Start of Dataset content

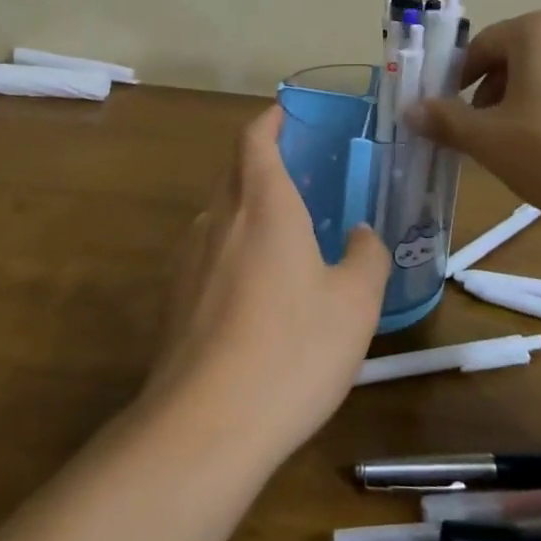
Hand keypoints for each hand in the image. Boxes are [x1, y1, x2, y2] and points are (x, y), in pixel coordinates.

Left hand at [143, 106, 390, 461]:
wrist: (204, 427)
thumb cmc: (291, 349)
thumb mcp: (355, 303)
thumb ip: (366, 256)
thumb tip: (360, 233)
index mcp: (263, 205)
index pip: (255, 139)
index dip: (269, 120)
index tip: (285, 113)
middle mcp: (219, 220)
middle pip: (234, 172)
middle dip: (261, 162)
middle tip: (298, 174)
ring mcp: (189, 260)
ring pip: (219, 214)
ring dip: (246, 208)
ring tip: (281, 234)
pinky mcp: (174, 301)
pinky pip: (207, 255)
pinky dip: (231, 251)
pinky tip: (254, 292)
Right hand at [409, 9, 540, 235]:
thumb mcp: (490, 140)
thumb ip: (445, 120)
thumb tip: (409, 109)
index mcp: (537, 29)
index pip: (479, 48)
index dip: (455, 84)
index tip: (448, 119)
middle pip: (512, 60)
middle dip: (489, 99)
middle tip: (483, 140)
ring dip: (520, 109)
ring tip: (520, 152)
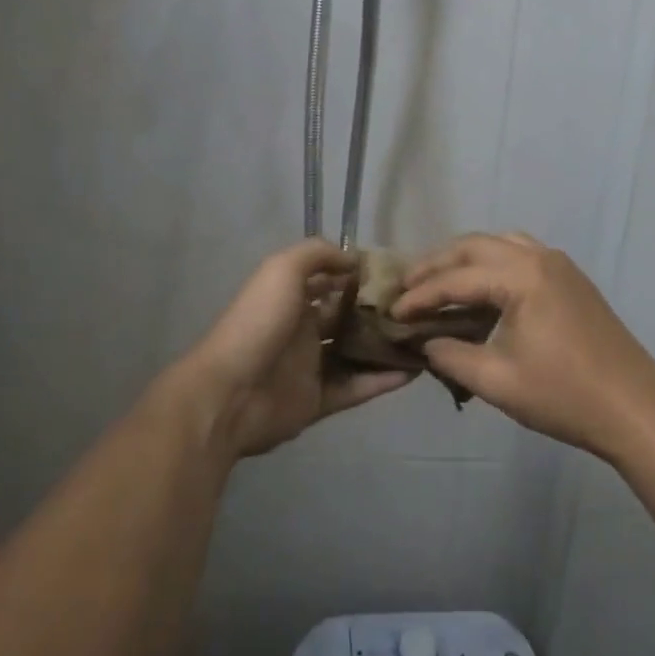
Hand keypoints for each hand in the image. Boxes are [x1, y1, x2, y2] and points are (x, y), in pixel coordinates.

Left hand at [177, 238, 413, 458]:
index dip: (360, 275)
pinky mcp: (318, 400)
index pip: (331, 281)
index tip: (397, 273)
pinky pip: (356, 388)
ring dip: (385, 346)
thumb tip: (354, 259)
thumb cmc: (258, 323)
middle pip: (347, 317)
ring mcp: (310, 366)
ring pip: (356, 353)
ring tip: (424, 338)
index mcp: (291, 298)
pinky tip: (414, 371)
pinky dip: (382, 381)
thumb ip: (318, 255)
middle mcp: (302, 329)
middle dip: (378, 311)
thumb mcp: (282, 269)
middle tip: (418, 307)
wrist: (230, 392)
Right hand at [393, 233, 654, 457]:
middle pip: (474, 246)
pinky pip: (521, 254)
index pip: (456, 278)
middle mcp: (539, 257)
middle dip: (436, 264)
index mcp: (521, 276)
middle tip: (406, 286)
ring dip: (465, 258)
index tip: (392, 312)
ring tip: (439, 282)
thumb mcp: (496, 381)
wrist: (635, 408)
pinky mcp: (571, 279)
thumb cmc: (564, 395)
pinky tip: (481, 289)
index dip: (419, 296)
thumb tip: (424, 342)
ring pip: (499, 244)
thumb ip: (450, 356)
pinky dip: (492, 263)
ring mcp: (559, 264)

End of Dataset content
Start of Dataset content

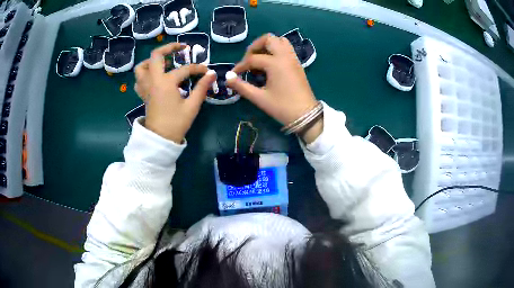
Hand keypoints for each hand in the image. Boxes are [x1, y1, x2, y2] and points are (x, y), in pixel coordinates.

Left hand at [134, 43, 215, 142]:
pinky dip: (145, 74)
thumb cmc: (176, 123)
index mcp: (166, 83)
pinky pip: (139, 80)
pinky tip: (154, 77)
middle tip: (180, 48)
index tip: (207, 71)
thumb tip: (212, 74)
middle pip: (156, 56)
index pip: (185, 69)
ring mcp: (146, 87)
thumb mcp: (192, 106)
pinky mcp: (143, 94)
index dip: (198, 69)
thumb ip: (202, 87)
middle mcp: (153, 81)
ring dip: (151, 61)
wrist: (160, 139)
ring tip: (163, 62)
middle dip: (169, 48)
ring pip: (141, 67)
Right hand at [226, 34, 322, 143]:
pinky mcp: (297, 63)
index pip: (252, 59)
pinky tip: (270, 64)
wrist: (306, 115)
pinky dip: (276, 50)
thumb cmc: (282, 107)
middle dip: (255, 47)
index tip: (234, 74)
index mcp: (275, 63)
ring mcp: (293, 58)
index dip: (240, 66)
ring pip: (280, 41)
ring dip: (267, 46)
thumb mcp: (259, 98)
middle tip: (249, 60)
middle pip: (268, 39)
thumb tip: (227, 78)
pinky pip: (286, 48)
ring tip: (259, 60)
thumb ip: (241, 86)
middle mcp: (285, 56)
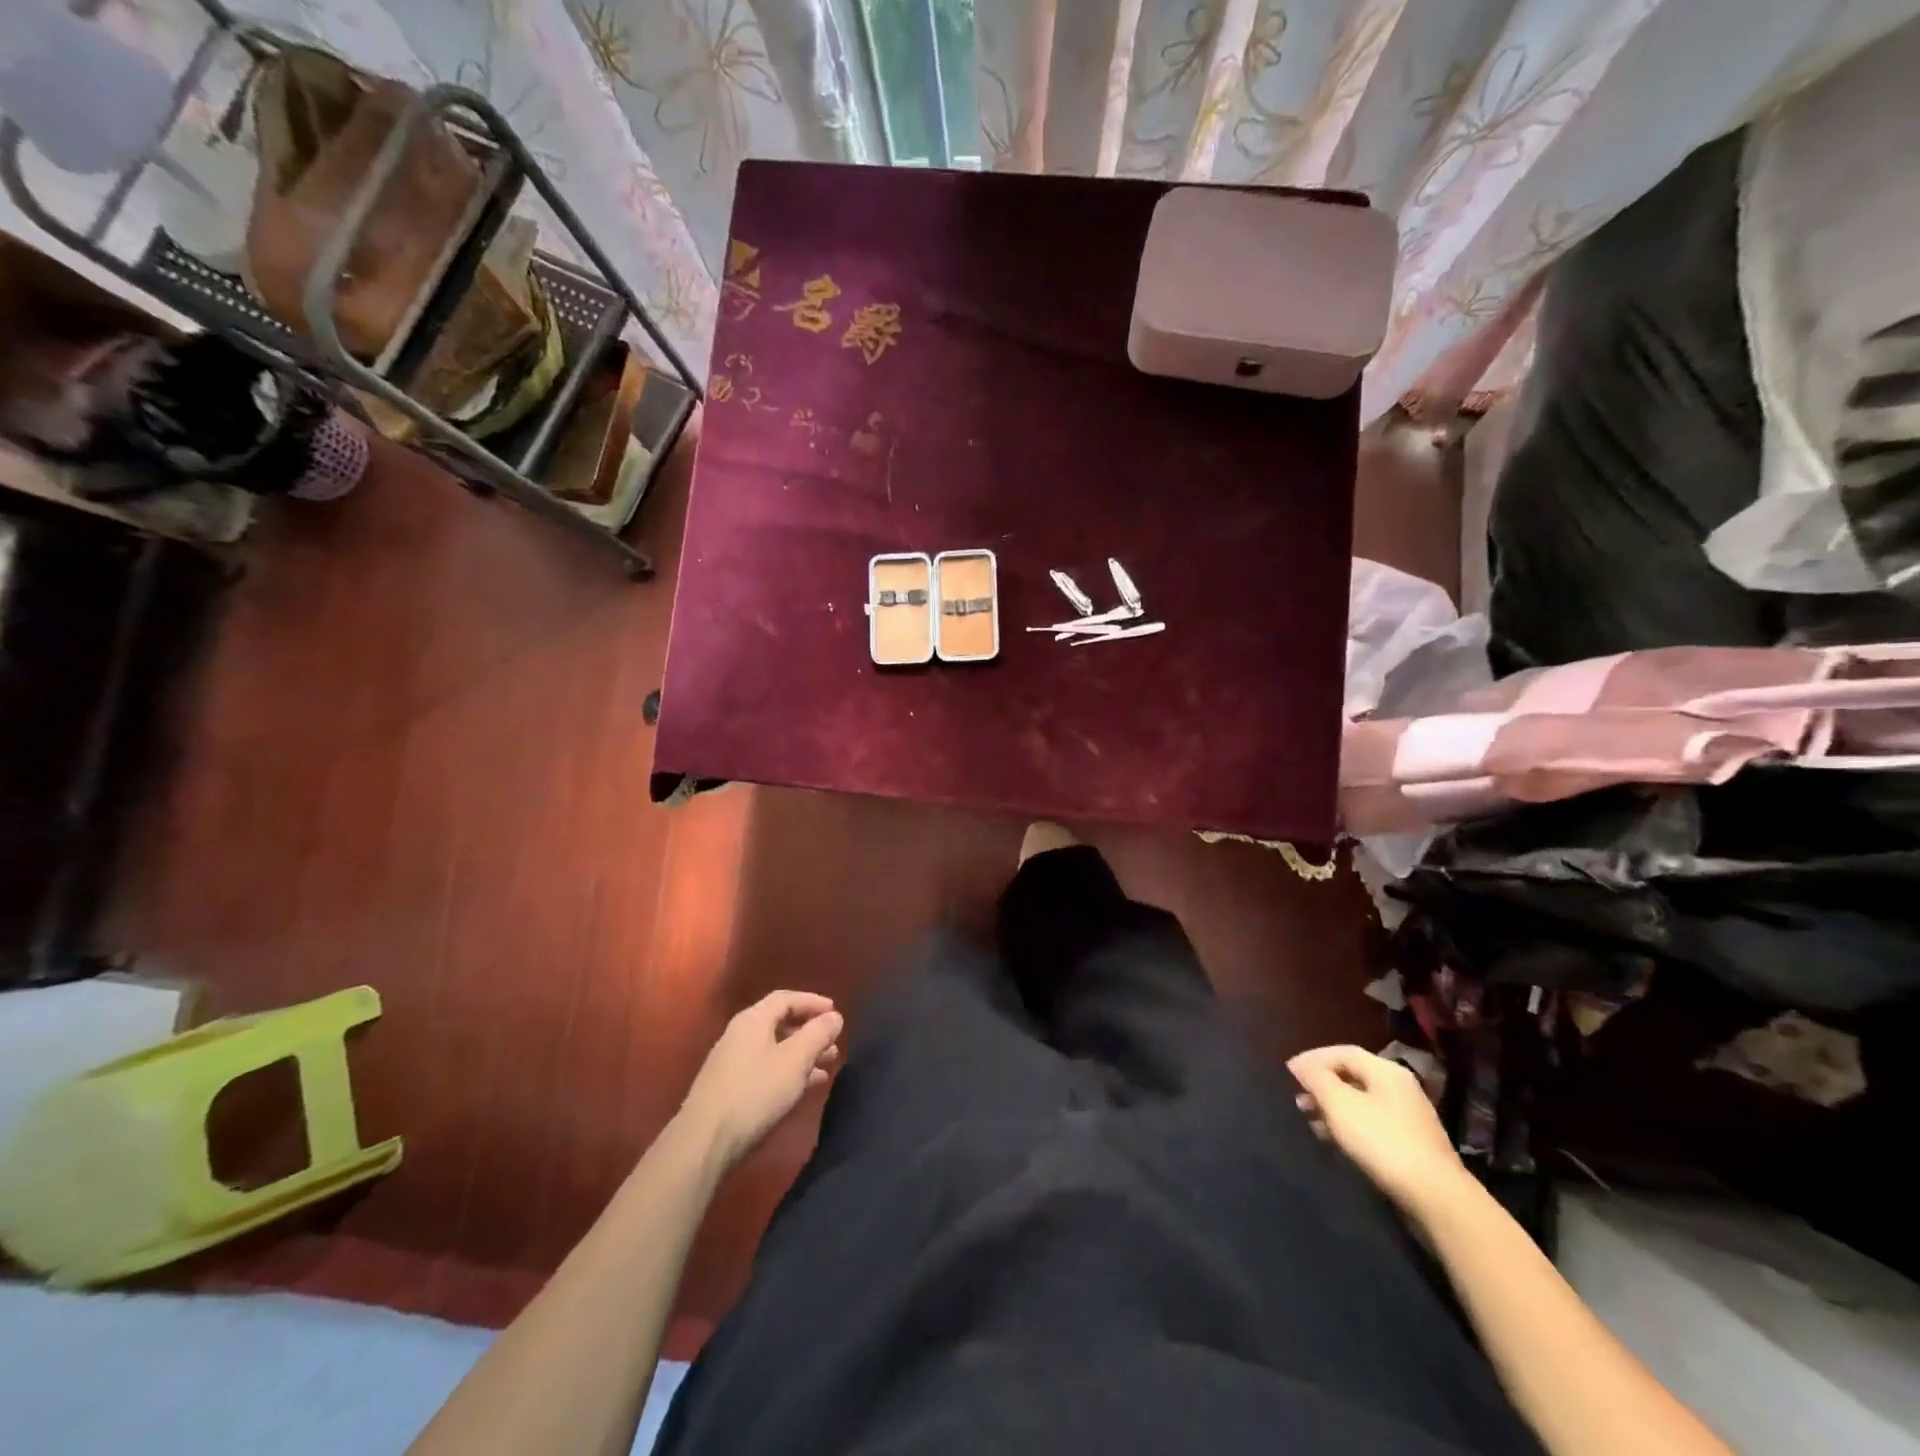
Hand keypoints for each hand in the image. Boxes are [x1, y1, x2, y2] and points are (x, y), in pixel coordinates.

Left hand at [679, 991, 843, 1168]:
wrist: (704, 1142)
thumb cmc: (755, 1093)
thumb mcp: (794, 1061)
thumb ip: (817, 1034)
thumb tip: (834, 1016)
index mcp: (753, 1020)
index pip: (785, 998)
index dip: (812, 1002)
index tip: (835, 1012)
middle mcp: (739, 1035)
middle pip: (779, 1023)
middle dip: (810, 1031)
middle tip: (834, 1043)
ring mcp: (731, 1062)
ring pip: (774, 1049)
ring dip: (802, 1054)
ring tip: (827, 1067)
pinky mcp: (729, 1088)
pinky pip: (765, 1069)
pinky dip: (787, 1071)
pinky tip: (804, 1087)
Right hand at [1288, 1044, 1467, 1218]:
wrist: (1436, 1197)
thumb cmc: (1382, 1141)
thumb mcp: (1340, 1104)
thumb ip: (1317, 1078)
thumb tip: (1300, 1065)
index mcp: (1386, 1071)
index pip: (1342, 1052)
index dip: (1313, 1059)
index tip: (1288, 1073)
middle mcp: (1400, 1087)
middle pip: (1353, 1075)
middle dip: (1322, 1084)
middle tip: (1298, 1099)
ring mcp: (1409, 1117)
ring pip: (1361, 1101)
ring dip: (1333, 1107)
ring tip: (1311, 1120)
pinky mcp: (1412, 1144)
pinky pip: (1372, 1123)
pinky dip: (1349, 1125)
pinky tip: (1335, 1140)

End of Dataset content
Start of Dataset content

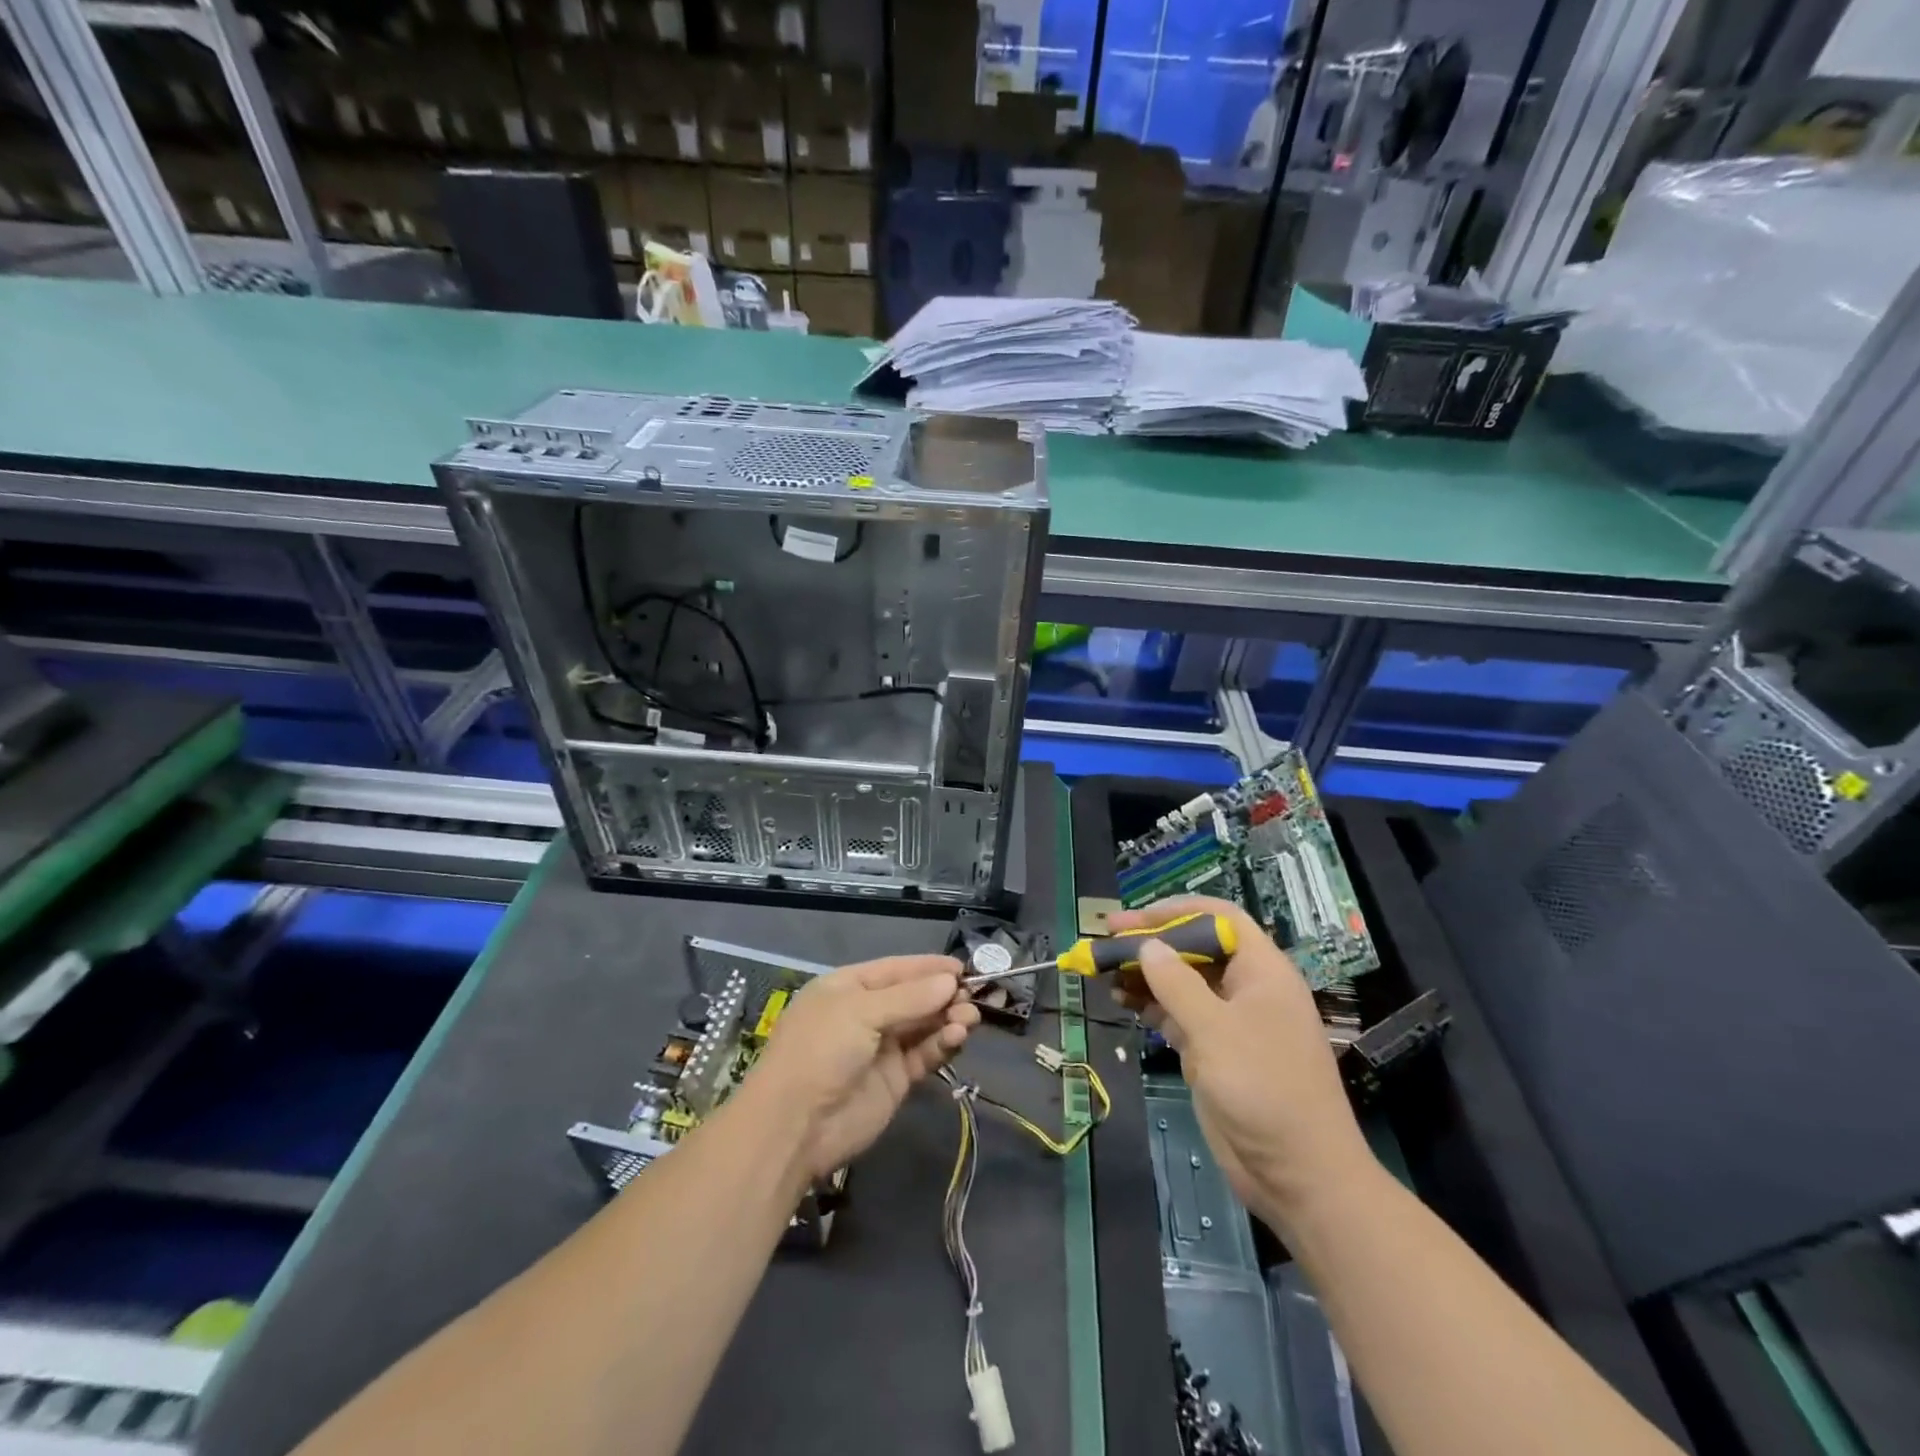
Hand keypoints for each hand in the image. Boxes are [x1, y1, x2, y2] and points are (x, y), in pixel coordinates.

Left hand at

End of Dataset content

Task objective –
All lines above from the line with "middle mcp: (539, 257)" through the line with "ring mcp: (559, 264)", both included, are to be set down exactly, with nothing else.

Output –
middle mcp: (539, 257)
middle dip: (436, 264)
index mcp: (521, 276)
middle tip: (406, 286)
ring dip: (465, 258)
index tip: (392, 312)
ring tip: (439, 282)
thumb mcp: (496, 381)
wrist: (635, 408)
pinky mcp: (571, 279)
thumb cmc: (564, 395)
pinky tip: (481, 289)
index dip: (419, 296)
thumb tip: (424, 342)
ring pip: (499, 244)
thumb ip: (450, 356)
pinky dip: (492, 263)
ring mcp: (559, 264)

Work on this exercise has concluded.